慌てて言い訳を始め、なんとか鈴の勘違いを解けた....はず。

「勘違いが続いてたらどうしよう」なんて考えていると、落ち着きを取り戻した鈴が小さな声で呟いた。

 

「...その、励ましてくれて、ありがとう。」

 

フッ、と軽く笑って言ってやる。

 

「気にすんな。オレは約束しちまったしな、愚痴ぐらいいくらでも聞くってよ。」

 

「そんな約束してたのかい?まぁ、僕に関しても気にすることはないよ。年長者として相談とかには乗るさ。」

 

鈴はオレたちの言葉に顔を上げると、笑顔を浮かべながら改めて「ありがとう。
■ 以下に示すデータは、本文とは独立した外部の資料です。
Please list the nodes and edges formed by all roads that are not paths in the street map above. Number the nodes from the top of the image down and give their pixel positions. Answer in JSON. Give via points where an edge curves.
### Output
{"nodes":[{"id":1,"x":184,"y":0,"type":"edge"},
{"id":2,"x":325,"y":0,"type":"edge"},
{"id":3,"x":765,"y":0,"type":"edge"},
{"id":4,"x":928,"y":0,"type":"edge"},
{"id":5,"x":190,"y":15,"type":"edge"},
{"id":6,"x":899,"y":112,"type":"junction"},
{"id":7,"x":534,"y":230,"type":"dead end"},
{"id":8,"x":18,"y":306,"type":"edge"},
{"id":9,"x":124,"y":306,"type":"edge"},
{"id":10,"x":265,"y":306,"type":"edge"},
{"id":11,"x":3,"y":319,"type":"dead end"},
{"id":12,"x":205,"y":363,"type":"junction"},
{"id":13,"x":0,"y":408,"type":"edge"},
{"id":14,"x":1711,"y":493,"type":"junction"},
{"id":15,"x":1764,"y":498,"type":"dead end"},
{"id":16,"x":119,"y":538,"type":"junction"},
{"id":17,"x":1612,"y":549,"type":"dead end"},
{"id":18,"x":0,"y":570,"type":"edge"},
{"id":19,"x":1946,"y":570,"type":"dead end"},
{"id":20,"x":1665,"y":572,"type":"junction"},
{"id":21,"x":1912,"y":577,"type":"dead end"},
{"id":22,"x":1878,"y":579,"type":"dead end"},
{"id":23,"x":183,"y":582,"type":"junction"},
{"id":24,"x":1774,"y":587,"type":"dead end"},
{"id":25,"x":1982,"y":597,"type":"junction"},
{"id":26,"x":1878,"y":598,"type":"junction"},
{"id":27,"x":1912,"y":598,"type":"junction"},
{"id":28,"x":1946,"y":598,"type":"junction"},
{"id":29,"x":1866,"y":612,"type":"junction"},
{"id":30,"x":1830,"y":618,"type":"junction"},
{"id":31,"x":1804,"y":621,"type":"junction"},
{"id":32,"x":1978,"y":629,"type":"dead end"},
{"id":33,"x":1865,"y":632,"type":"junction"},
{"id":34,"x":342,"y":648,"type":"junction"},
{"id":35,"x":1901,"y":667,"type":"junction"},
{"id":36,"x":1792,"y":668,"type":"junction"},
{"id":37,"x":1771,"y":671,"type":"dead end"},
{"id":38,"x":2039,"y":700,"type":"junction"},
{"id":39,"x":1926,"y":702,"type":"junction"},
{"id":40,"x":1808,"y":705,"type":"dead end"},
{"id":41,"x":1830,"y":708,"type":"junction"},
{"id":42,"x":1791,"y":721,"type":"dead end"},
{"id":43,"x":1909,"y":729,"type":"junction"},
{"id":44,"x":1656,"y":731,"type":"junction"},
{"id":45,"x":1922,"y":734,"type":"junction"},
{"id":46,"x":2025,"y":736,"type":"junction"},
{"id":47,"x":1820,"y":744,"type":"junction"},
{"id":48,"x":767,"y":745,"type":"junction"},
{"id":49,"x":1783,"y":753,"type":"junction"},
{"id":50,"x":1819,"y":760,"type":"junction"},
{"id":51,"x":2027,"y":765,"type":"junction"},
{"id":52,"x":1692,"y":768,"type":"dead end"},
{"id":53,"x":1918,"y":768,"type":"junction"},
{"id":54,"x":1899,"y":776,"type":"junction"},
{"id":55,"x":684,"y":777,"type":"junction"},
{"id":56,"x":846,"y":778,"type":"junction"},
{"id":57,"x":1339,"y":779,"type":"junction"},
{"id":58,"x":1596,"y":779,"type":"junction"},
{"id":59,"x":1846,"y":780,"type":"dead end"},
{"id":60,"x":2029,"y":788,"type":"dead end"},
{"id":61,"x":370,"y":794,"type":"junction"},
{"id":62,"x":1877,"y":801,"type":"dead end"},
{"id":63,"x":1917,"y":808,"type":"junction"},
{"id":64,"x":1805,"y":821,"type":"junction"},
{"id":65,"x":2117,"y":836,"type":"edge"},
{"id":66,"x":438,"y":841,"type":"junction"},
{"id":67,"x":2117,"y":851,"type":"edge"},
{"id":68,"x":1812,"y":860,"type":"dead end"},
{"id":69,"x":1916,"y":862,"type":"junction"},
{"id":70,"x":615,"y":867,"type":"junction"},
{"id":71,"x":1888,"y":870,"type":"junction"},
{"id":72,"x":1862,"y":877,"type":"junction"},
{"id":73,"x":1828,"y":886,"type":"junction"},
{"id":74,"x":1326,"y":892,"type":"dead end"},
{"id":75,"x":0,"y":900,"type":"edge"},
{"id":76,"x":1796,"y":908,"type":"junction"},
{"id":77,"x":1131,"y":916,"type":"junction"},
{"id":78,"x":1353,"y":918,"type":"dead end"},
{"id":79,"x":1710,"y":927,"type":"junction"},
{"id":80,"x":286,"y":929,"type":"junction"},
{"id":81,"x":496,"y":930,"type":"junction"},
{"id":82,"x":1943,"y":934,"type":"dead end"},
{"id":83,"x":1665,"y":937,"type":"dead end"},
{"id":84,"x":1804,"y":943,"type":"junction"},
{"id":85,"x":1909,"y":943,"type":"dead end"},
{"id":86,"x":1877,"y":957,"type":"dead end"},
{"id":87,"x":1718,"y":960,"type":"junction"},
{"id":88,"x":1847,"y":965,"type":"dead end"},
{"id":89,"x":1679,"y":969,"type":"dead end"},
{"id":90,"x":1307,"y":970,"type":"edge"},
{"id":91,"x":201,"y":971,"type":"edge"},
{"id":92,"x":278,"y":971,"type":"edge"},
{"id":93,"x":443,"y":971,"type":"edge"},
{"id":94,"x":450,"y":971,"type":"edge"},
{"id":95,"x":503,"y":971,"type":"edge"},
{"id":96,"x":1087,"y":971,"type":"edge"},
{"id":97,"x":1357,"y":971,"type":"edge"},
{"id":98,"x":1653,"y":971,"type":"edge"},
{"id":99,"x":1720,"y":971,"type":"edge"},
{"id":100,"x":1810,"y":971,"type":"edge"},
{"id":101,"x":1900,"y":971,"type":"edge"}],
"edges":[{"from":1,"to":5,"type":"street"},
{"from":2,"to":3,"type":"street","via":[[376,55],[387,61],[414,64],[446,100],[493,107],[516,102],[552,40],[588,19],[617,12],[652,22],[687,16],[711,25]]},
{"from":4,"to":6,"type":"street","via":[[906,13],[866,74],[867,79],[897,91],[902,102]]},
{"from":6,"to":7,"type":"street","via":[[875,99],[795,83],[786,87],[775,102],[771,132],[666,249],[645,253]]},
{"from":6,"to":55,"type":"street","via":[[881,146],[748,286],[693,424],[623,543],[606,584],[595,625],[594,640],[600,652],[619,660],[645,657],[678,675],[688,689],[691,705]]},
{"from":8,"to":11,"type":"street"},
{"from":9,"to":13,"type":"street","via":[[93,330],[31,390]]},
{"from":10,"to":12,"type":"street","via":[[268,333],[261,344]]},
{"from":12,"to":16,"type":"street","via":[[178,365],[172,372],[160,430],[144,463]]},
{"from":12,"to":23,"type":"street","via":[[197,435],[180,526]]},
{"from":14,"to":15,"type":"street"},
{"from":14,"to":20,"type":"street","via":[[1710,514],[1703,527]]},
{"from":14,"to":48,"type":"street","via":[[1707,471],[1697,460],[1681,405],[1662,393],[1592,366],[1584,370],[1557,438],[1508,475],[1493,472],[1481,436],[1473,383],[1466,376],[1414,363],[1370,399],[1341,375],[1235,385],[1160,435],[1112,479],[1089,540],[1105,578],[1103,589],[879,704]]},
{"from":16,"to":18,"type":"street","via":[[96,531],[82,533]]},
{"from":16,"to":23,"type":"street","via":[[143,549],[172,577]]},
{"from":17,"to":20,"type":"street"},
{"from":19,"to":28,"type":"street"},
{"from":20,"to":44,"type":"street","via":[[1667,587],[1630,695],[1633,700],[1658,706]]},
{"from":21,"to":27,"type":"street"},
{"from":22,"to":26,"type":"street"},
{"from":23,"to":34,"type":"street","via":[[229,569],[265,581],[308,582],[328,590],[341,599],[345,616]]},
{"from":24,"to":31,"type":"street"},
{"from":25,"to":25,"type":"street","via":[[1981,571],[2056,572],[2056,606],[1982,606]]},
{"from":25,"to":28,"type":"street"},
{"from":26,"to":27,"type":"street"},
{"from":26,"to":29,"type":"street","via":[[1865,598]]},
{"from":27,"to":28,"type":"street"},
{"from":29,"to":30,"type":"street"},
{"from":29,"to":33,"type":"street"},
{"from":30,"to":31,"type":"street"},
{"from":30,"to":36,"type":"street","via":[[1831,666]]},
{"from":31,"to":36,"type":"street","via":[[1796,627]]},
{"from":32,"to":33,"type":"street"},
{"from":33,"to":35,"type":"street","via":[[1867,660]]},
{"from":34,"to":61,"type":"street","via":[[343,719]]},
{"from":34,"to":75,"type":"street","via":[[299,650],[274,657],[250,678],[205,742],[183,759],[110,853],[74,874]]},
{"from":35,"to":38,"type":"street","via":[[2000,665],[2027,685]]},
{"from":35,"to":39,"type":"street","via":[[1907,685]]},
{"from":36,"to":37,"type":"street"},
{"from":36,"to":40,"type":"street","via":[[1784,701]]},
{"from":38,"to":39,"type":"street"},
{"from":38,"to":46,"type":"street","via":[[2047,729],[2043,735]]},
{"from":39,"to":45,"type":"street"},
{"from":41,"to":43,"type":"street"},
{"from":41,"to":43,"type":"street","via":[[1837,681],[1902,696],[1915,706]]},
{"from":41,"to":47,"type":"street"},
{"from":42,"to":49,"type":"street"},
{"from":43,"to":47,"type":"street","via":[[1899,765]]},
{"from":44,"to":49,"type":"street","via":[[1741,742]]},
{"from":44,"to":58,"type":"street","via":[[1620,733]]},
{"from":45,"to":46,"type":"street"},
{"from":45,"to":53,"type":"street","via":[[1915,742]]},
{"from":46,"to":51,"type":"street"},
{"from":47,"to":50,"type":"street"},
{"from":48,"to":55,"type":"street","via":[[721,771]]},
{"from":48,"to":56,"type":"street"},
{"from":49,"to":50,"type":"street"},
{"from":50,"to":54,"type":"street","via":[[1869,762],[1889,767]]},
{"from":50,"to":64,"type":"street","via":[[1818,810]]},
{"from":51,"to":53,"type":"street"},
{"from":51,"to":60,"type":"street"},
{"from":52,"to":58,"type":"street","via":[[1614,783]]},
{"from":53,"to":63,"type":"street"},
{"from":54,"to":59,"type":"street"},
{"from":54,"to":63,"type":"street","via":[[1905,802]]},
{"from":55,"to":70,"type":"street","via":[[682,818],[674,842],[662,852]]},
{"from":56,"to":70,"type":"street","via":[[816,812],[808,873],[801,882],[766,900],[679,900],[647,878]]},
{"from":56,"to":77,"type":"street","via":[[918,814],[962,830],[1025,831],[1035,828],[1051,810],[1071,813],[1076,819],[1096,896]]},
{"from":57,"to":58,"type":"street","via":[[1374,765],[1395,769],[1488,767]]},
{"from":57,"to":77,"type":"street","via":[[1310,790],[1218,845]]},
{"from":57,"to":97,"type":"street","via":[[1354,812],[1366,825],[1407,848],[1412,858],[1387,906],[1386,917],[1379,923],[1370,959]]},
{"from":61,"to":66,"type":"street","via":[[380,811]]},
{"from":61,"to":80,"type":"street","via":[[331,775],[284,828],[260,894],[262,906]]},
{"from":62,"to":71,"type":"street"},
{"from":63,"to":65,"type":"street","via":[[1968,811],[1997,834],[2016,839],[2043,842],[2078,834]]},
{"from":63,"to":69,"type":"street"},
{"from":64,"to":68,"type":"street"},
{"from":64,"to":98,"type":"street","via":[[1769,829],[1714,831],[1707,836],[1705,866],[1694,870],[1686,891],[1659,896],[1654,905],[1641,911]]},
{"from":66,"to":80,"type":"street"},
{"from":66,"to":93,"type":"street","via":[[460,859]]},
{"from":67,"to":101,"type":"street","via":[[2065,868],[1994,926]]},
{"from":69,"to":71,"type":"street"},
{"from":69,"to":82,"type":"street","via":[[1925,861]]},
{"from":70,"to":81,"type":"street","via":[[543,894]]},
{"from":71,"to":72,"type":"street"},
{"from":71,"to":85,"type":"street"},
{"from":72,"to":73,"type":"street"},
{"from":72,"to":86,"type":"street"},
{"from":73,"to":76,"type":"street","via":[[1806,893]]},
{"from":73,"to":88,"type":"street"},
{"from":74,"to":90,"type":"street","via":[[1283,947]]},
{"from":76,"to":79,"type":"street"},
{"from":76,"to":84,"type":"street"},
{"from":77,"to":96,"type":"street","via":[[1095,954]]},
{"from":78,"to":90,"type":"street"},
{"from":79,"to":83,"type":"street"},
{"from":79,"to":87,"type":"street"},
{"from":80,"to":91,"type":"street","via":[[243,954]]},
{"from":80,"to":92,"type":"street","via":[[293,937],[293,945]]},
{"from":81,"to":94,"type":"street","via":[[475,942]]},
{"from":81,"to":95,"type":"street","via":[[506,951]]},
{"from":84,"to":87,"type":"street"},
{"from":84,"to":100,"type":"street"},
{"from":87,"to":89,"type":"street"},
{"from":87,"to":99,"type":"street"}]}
」と呟くのだった。

 

「ま、そんなに気になるならクラス代表戦で優勝してオレらにスイーツでも奢ってくれよ。」

 

「それはいいね。甘党というわけではないけど少し気になってたんだよ。」

 

「私、一応アンタらの敵よ?」

 

オレたちの言葉に困惑を隠せない様子の鈴だが、オレたちは笑う。

 

「オレたちはどちらかっていうと運営側だからな。どっちが勝ったって別に気にすることはないのさ。」

 

「ぷっ、あはははははっ!クラスの他の人にバレたらシバかれそうな台詞ね!」

 

その笑い声を聞きながらオレはこんなにいい奴を二度も泣かした一夏はやっぱり一度〆ておこうと決意するのだった。

 




マジで色々あって遅くなりました。すみません。
まぁ、詳しくは活動報告を読んでいただけると助かります。
それと明後日から入社して社会人となるため投稿はかなりゆっくりなペースになる事が予想されます。
まぁ、しばらくは陸にいると思うので出来るだけ早く投稿しようと思っていますので、ごゆっくりお待ちいただけると幸いです。

補足
今回の話と前話で出てきた「ロッテ」と「エレメント」(以降はエレメントで統一)ですがこれは戦闘機の編隊でおける最小単位の2機編隊の事です。元はドイツ空軍で確立された戦術でこれを「ロッテ」と呼び、アメリカ空軍がこれを取り入れた際に「エレメント」という名称がつきました。

それと特務小隊という名称ですが、これは兵器としての運用が条約にて禁止されているISを兵器としてではなくパワードスーツとして運用しているという建前とその特殊性から特務、つまりは特殊任務という扱いを受けるためという設定です。